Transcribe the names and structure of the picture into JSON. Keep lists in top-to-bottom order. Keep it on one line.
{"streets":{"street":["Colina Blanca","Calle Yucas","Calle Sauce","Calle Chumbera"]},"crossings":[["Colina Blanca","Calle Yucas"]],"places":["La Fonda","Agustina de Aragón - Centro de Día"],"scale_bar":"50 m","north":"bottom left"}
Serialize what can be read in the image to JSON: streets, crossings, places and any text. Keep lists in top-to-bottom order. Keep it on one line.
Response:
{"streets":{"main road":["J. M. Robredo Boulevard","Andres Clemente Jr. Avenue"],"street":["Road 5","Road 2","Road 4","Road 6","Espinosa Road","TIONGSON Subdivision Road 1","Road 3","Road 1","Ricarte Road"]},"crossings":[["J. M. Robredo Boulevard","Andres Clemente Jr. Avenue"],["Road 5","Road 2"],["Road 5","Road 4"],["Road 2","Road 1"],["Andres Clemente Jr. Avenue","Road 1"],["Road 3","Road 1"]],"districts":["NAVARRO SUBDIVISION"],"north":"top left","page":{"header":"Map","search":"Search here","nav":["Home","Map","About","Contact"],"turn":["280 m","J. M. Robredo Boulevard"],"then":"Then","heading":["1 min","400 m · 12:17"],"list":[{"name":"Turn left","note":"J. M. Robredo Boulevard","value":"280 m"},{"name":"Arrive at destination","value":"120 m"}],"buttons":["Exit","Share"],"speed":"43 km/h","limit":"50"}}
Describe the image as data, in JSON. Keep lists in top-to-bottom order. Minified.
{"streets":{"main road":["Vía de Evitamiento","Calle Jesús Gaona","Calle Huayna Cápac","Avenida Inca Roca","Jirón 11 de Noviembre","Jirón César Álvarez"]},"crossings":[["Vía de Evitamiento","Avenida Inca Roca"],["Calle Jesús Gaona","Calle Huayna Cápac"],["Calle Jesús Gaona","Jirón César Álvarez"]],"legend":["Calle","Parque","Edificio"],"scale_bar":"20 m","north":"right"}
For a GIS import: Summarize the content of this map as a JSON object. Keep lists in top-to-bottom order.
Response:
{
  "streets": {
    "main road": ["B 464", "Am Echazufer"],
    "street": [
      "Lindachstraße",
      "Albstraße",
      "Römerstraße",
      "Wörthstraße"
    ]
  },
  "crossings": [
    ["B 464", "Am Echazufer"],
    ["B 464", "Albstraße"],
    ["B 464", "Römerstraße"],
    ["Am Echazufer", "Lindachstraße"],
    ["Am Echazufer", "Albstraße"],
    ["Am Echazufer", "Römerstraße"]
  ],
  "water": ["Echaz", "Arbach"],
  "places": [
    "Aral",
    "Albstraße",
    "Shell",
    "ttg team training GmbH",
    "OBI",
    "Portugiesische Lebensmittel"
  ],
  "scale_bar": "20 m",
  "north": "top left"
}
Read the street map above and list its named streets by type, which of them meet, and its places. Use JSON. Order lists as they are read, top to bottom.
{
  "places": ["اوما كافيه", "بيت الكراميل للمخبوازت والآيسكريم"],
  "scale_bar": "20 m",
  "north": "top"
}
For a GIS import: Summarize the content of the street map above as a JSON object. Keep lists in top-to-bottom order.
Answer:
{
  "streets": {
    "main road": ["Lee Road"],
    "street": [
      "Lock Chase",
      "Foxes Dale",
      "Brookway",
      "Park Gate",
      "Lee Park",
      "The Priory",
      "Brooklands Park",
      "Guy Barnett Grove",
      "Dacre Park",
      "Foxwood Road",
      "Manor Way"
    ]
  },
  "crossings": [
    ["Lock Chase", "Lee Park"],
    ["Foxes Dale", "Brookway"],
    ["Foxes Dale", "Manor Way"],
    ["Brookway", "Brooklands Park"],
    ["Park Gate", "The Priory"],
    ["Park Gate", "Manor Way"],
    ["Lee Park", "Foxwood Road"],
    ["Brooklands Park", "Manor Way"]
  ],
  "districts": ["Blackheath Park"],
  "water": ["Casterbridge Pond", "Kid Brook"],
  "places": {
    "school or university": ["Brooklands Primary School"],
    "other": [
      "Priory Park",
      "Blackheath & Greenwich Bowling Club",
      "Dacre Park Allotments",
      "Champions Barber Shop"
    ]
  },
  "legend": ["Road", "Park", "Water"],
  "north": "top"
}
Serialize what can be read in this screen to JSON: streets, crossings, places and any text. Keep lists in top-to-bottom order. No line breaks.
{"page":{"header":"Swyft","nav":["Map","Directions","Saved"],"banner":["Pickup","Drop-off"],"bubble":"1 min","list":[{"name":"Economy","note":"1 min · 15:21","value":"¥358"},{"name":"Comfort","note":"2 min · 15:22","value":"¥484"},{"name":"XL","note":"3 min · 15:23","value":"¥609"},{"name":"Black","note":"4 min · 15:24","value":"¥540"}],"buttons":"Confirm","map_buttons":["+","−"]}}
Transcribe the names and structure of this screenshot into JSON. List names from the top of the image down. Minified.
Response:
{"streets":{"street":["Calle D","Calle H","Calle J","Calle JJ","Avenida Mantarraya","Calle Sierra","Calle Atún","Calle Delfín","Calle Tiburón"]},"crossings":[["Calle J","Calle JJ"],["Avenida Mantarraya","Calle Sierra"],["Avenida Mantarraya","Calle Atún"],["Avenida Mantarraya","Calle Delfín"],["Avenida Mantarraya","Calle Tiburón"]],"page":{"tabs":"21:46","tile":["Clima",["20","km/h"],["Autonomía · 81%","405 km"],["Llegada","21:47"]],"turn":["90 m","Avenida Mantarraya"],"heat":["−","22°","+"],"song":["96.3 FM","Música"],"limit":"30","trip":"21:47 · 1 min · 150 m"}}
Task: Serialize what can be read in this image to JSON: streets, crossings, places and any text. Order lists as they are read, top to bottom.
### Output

YOUR GOAL
Everything above from the line containing "Serialize what can be read in this screen" down to the line containing "Transcribe the names and structure of this" is to be transcribed exactly, with both of those lines included and nothing else added.

WRITTEN RESPONSE
Serialize what can be read in this screen to JSON: streets, crossings, places and any text. Keep lists in top-to-bottom order. No line breaks.
{"page":{"header":"Swyft","nav":["Map","Directions","Saved"],"banner":["Pickup","Drop-off"],"bubble":"1 min","list":[{"name":"Economy","note":"1 min · 15:21","value":"¥358"},{"name":"Comfort","note":"2 min · 15:22","value":"¥484"},{"name":"XL","note":"3 min · 15:23","value":"¥609"},{"name":"Black","note":"4 min · 15:24","value":"¥540"}],"buttons":"Confirm","map_buttons":["+","−"]}}
Transcribe the names and structure of this screenshot into JSON. List names from the top of the image down. Minified.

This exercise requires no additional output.